## TASK GOAL
Count the lines below that carry the word "this". Answer with that number alone.

(Saved data entries)
______

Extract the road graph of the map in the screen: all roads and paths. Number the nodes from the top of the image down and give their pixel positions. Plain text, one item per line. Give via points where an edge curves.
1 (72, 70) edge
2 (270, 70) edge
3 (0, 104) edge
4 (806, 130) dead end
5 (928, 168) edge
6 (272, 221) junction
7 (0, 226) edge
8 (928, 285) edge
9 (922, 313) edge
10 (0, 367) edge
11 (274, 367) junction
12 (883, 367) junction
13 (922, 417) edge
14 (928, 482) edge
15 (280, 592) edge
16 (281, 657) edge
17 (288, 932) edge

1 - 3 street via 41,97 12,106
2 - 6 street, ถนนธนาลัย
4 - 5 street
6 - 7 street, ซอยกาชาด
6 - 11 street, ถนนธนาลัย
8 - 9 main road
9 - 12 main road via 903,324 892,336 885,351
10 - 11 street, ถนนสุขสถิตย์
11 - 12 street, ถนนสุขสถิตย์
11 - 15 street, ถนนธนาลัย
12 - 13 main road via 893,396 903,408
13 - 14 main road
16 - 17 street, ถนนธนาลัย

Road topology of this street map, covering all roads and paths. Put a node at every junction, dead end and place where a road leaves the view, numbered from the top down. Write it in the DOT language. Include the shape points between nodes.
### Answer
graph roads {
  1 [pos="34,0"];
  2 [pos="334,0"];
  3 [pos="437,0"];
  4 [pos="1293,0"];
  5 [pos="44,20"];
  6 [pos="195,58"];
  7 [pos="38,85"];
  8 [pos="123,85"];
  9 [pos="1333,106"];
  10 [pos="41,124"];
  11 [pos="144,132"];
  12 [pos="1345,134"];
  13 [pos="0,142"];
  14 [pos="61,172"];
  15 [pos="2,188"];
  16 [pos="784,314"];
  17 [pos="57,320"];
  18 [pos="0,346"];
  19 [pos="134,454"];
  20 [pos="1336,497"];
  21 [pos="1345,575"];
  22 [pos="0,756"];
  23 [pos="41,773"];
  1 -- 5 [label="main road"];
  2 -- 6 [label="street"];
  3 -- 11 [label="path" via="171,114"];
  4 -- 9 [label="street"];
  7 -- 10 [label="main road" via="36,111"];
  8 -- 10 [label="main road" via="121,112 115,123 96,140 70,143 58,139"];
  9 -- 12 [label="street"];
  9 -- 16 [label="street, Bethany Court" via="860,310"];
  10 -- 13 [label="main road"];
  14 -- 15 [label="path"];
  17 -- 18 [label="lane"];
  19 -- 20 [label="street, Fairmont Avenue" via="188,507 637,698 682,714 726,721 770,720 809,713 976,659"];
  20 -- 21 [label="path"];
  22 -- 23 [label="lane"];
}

______

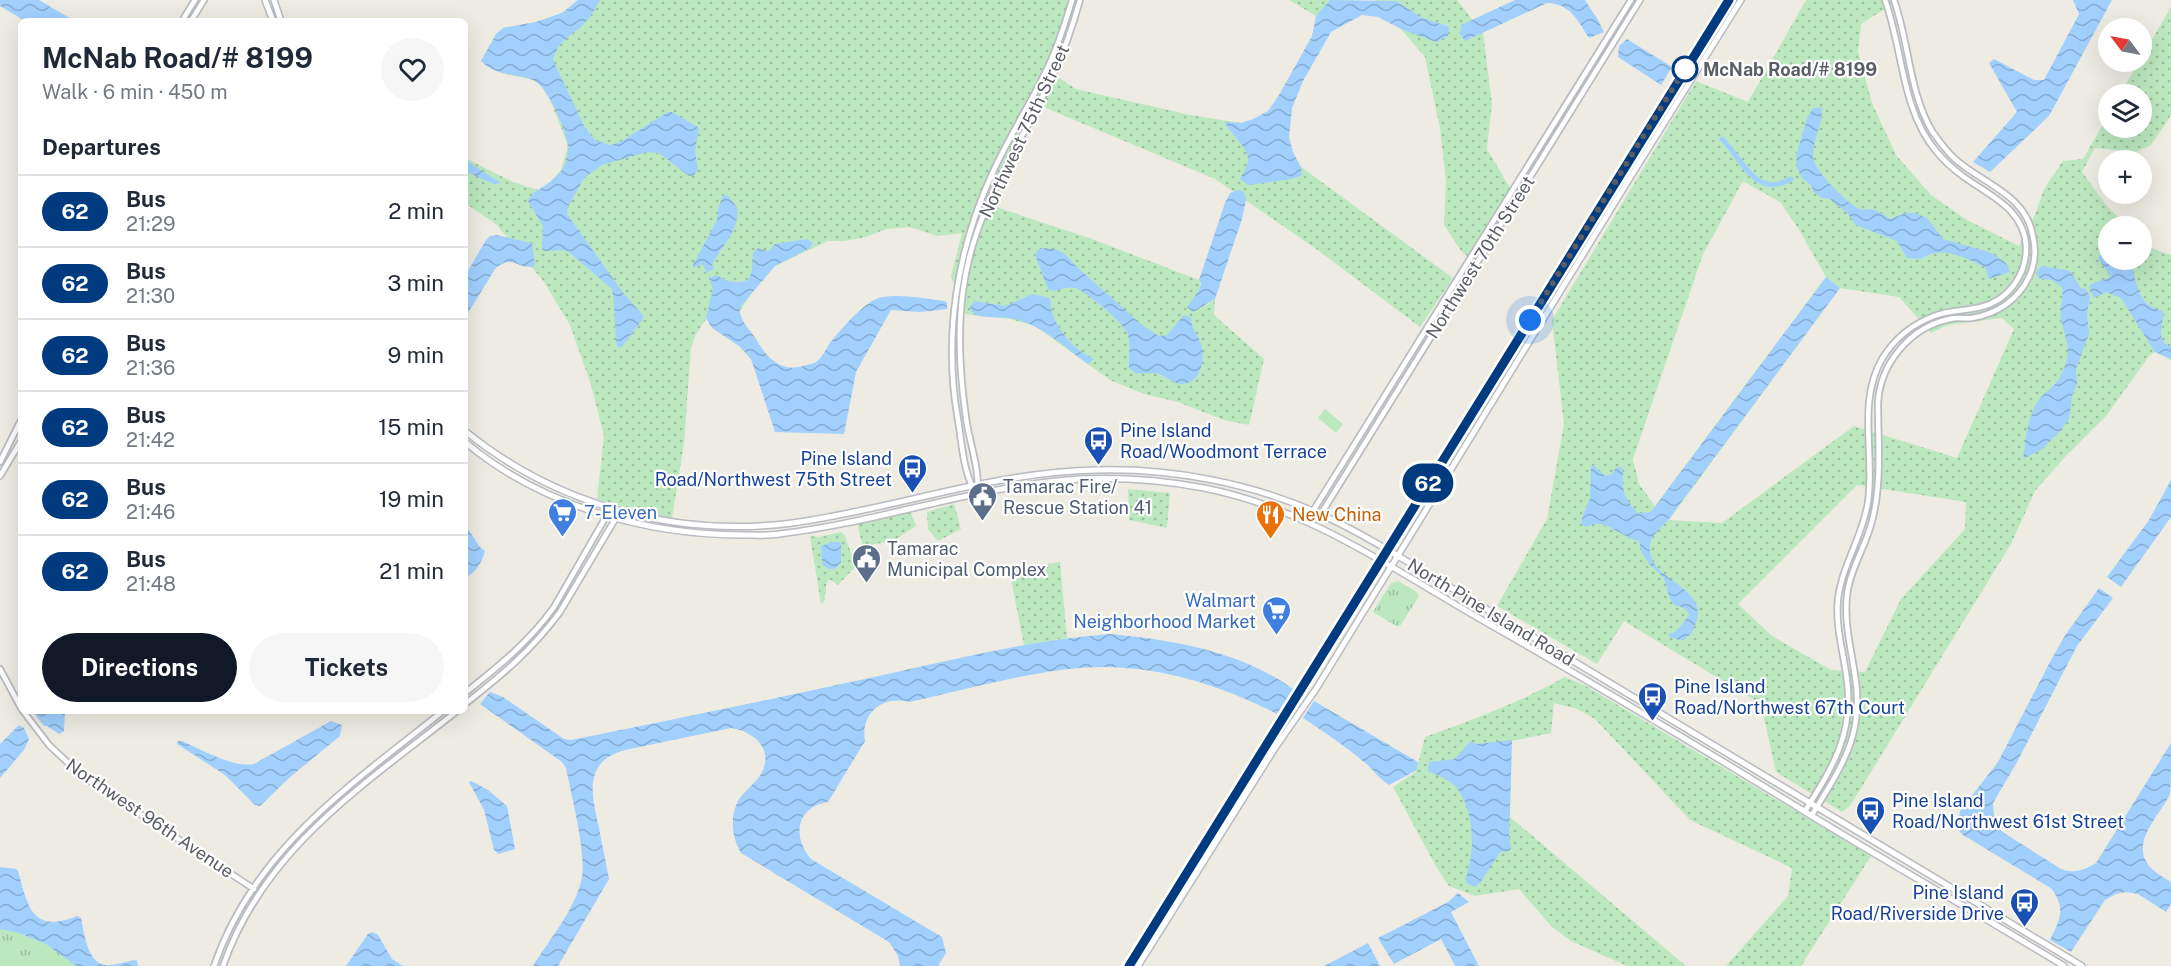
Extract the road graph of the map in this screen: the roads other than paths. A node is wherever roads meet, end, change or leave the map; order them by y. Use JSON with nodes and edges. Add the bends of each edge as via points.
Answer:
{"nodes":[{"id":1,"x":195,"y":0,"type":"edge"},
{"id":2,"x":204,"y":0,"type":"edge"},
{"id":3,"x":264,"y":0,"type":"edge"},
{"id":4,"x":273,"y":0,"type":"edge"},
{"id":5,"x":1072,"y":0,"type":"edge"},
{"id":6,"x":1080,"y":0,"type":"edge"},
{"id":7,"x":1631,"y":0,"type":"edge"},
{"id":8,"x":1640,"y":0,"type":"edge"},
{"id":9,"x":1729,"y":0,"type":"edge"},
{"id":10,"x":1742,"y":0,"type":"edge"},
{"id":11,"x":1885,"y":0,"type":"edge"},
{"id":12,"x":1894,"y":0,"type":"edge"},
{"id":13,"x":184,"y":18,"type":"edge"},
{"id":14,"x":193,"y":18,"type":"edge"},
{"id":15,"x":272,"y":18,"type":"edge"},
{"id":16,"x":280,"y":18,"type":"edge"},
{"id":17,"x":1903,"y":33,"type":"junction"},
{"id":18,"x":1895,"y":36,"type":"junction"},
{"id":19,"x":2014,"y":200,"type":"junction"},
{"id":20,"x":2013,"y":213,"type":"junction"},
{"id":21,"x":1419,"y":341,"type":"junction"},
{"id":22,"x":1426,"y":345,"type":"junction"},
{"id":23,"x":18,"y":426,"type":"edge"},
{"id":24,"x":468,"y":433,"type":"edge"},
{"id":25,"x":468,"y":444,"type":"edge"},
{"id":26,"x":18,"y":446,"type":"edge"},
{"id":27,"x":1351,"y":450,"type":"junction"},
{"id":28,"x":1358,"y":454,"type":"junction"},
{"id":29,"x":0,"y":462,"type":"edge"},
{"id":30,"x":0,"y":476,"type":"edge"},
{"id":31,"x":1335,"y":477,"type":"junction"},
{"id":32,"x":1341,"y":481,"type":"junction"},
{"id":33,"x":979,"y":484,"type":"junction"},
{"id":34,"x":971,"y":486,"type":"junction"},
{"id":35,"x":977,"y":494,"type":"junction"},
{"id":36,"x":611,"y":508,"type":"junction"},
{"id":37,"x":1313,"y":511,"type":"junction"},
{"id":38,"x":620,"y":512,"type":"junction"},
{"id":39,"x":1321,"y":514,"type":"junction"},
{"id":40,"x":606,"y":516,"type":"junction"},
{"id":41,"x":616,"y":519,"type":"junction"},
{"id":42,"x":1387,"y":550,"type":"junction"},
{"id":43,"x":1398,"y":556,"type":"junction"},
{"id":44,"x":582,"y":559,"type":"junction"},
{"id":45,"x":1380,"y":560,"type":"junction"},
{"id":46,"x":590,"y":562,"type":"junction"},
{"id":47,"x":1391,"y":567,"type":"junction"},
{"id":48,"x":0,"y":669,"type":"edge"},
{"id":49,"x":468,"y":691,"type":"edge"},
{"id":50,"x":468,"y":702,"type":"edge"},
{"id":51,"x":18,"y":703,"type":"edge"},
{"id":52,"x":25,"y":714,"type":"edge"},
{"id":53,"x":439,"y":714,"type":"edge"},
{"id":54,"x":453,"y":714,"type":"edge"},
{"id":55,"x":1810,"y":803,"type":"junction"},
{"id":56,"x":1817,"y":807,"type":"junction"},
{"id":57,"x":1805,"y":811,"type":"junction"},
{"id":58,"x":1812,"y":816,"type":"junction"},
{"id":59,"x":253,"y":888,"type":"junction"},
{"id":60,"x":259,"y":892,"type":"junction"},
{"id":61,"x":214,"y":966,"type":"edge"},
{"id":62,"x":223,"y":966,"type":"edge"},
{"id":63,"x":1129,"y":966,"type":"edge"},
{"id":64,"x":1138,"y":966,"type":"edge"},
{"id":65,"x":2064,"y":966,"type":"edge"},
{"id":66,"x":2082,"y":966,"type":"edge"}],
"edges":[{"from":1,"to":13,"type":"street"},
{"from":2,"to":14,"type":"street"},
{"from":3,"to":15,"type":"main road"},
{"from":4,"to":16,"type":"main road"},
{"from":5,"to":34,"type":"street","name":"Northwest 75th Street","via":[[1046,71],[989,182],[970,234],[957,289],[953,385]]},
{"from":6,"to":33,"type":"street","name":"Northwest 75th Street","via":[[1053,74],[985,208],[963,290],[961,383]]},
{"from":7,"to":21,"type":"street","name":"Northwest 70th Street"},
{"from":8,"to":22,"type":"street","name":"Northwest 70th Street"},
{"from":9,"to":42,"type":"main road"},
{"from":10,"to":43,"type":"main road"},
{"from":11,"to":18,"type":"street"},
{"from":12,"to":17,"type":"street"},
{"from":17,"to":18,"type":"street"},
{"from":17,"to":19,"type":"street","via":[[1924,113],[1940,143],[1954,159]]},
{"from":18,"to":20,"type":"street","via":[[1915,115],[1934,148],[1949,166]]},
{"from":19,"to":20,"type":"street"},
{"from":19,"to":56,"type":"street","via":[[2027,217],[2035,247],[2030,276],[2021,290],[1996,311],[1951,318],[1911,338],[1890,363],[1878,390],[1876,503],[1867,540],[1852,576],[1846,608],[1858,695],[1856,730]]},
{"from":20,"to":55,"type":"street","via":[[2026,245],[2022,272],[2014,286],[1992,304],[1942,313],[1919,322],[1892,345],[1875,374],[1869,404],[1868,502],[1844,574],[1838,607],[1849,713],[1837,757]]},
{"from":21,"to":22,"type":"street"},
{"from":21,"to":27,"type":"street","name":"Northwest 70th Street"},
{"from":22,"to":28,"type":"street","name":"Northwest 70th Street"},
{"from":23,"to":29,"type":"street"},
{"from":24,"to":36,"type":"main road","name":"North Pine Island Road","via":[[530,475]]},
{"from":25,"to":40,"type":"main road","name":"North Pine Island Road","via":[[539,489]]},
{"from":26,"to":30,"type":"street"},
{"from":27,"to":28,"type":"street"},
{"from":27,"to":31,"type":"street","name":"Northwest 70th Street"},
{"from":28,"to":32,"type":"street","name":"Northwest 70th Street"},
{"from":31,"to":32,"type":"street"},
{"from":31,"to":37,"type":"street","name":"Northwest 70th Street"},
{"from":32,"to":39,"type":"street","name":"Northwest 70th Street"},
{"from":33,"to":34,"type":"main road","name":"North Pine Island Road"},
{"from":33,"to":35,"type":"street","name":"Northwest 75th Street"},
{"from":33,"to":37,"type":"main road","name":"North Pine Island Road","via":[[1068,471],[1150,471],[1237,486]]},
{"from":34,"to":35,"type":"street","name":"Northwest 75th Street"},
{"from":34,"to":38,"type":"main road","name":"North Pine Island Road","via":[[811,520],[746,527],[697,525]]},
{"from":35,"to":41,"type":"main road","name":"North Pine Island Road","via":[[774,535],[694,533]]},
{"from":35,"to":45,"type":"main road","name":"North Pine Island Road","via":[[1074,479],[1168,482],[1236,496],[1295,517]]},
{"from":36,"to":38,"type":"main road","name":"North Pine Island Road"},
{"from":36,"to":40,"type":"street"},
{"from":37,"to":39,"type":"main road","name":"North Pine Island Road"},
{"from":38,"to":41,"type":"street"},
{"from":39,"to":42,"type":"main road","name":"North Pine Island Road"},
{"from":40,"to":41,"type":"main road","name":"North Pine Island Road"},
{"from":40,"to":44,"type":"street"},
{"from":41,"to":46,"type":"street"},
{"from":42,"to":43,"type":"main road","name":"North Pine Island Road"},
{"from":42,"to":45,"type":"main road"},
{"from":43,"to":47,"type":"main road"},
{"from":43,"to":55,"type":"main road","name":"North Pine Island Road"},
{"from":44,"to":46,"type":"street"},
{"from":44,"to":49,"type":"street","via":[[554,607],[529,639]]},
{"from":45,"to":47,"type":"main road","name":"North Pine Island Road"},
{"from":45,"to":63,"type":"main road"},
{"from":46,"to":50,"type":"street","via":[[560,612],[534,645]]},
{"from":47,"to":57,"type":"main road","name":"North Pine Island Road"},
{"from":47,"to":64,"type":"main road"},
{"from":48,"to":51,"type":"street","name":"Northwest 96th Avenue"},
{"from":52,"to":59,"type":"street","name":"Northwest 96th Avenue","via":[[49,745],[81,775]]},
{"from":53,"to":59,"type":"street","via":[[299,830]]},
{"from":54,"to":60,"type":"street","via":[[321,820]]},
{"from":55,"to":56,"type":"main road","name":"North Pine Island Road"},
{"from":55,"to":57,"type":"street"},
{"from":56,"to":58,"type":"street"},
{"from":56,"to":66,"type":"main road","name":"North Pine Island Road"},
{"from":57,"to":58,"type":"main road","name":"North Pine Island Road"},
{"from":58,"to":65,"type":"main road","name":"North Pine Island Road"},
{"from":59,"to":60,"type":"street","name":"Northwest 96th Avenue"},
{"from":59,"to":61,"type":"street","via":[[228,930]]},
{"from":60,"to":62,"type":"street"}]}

______

## ANSWER TO THE PROBLEM
2